The system 10 achieves stability and reproducibility of animal setup for single or multiple fractionated irradiations. The system 10 can achieve setup margin of 2 mm or less for repeat broad beam irradiation, and even smaller to complement the highly localized irradiation using focused x-rays. Achieving these margin specifications may be used in conjunction with immobilization, in combination with on-line radiographic or tomographic image guidance for positioning. Radiographic guidance based on bony landmark allows for more efficient setup, thus throughput, of fractionated irradiation.

Immobilization methods for different anatomical regions of the animals include vacuumed foam bags or suctioned sheets. Animal immobilization may employ general anesthesia for certain procedures. For example, rabbits can be anesthetized with ketamine-xylazine, while rats and mice can be anesthetized using ketamine-acepromazine. Combinational methods of sedation, hooded ventilation or even invasive ventilation can be applied for effective motion immobilization.
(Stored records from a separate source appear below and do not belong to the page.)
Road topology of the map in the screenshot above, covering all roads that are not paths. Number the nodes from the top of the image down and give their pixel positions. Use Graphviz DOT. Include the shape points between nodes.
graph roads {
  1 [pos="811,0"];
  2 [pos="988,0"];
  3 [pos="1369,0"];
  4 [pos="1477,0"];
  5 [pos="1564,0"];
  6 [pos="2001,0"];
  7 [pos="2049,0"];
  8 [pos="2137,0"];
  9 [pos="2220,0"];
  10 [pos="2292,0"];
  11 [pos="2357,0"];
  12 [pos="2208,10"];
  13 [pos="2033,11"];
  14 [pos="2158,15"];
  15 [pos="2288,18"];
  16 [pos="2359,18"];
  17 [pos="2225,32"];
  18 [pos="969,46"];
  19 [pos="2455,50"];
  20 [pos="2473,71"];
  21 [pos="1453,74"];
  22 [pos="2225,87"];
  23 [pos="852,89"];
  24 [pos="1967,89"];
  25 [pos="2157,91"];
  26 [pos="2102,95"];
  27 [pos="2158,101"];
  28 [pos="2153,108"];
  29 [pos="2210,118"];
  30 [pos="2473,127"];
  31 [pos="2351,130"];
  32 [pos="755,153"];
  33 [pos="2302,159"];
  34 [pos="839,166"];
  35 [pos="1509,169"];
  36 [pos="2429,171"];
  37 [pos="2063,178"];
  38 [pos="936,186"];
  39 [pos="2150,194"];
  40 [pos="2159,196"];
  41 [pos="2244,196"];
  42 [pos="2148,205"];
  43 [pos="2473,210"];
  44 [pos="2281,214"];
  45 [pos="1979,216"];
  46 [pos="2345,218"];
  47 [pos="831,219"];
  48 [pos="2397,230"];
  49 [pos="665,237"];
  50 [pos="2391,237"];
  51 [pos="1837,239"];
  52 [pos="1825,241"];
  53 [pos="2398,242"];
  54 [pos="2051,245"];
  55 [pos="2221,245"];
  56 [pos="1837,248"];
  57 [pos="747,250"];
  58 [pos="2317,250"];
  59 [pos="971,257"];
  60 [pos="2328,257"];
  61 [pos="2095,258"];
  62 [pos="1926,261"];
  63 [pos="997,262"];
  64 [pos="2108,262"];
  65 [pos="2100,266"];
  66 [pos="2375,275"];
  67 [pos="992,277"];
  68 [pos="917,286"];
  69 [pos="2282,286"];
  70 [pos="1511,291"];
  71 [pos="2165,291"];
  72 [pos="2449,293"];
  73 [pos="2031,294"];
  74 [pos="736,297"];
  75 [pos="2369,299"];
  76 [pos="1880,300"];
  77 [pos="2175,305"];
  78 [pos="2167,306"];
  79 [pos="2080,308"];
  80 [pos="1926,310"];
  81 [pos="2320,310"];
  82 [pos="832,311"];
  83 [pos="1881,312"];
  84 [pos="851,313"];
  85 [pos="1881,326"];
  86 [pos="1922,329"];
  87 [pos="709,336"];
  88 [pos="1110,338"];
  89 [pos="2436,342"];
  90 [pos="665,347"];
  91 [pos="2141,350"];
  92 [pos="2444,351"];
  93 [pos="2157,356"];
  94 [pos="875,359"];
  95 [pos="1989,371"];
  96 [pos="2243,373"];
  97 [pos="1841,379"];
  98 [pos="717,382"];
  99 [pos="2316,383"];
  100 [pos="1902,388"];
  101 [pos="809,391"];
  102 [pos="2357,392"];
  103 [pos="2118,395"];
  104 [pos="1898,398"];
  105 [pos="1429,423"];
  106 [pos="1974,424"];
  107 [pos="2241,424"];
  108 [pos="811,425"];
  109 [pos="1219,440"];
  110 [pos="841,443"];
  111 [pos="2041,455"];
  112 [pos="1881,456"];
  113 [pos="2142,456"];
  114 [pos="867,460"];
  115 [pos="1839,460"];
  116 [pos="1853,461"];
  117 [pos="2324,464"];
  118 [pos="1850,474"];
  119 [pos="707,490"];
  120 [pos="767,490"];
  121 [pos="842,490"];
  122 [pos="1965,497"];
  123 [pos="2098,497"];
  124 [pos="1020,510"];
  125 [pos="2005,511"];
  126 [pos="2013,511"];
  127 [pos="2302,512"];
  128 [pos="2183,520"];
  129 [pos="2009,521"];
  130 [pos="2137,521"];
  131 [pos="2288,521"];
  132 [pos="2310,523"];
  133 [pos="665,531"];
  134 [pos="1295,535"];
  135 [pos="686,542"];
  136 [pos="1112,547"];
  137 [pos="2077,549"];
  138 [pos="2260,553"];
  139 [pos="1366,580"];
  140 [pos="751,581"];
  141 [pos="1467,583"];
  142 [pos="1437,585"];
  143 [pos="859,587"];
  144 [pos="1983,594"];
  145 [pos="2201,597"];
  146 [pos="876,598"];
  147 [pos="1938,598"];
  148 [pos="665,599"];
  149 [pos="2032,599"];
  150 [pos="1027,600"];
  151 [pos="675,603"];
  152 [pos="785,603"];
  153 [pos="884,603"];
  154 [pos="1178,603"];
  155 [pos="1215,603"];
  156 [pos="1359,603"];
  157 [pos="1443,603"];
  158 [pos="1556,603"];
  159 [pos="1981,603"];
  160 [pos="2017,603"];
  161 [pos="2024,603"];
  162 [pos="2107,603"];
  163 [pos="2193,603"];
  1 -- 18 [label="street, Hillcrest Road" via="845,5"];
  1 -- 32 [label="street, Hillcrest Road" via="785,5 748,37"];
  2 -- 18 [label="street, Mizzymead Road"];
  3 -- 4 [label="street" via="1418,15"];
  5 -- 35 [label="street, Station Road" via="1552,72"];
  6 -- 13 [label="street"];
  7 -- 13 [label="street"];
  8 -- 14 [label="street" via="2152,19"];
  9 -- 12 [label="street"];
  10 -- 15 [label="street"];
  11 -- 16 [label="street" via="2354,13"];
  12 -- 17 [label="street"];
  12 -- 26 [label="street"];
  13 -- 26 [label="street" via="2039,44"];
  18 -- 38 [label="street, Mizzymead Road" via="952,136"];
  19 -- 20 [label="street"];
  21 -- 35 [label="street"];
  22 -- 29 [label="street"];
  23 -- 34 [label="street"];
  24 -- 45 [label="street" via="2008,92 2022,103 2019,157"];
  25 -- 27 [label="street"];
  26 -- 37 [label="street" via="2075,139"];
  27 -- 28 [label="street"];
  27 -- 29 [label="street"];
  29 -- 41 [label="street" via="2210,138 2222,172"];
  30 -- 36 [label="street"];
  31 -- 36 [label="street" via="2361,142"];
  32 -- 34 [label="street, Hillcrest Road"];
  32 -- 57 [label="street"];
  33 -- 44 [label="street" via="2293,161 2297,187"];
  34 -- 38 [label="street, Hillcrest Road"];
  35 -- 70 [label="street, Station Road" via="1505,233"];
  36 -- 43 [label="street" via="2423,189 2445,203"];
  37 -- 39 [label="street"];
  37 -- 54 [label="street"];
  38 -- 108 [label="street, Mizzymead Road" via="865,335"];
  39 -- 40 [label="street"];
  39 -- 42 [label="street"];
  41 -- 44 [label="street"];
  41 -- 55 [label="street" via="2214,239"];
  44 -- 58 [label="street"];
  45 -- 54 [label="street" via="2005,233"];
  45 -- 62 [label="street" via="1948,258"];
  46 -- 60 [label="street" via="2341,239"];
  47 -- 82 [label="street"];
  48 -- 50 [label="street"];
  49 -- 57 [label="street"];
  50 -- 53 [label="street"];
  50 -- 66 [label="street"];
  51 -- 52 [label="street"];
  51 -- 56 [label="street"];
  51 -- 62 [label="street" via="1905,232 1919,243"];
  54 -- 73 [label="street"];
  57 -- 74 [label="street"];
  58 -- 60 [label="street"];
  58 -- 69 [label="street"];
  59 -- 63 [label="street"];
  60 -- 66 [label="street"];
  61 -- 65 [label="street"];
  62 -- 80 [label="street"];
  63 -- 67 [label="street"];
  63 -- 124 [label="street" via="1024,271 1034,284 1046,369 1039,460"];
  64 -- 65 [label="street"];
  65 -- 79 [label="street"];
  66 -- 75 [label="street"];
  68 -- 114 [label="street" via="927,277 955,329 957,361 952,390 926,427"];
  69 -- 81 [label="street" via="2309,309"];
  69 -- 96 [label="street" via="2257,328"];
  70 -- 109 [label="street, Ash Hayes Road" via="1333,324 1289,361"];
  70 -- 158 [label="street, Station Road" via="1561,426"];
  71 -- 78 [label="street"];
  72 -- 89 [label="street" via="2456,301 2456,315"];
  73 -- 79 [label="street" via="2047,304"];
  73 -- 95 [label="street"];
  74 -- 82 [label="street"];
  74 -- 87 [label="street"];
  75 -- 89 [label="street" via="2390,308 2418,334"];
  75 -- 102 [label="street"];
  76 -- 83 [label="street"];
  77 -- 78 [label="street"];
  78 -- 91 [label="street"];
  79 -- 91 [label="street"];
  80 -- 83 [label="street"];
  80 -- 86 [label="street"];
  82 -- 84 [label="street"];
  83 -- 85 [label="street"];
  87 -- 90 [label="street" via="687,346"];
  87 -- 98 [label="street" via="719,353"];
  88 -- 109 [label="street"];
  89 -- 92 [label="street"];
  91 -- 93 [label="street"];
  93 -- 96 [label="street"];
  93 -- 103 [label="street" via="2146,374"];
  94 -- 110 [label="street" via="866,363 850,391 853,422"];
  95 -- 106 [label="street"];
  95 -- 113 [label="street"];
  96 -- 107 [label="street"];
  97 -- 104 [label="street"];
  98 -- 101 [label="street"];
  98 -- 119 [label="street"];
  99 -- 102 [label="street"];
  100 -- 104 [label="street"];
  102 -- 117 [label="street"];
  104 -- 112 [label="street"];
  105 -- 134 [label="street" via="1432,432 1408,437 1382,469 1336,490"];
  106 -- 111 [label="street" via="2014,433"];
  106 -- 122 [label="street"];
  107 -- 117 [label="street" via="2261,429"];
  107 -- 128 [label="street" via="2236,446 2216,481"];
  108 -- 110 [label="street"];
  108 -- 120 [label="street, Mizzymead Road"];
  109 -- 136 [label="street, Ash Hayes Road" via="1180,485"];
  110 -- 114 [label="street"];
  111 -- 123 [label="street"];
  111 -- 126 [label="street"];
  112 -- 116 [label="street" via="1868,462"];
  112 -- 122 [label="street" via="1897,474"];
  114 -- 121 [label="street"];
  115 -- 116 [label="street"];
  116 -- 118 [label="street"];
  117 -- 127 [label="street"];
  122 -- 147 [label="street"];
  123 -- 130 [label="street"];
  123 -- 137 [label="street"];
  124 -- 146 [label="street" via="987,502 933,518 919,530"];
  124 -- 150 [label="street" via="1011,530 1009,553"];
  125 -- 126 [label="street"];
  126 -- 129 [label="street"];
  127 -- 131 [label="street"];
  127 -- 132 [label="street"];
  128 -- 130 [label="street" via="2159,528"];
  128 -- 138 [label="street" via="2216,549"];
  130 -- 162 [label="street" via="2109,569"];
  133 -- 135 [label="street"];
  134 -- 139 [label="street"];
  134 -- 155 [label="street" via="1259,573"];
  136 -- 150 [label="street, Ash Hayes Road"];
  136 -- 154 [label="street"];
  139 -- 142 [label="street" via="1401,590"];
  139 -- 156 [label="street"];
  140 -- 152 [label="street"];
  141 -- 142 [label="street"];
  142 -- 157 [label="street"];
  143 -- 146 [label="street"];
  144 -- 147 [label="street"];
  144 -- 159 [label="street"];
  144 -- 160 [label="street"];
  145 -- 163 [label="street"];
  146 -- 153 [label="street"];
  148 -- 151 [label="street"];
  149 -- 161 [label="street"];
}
The system 10 can use multi-modality information to define a target for accurate irradiation that are based on functional or biological imaging information. Determination of margins allow for the incorporation of setup uncertainty in outcome analysis. Various general methods can be employed to obtain the margins. For example, for each irradiation procedure, a “before and after” cone-beam CT is acquired of the animal to determine how much the animal might have moved during the procedure, or the flat-panel detector can be used for acquiring portal images from its opposed upstream x-ray source. Film attachments are implemented to capture the portal images of the other two beams that do not have complementary flat panel detectors. These portal images are back-projected through the CT volumes to determine the accuracy and precision with which the beams were able to “hit” the target.

Lastly, in vivo dosimetry validation may be performed on the system 10, particularly for localized irradiation using focused beams where transmission intensities might be too low to form a portal image. For focused irradiation, delivery of dose to TLD dosimeters into cavities of mice and rats may be performed. CT scans are acquired of the animals with the TLDs already inserted. The use of TLD for in vivo dose verification is quite adequate because the effects of its non-water-like composition can be accounted for accurately using the EGSnrc Monte Carlo calculations which employs only in-air photon “phase-space” information. A correction factor for the energy absorption coefficients can also be applied if the pencil beam model is used for calculation. The TLDs can also be pre-calibrated by irradiation with the system 10.

Other embodiments are within the scope of the following claims.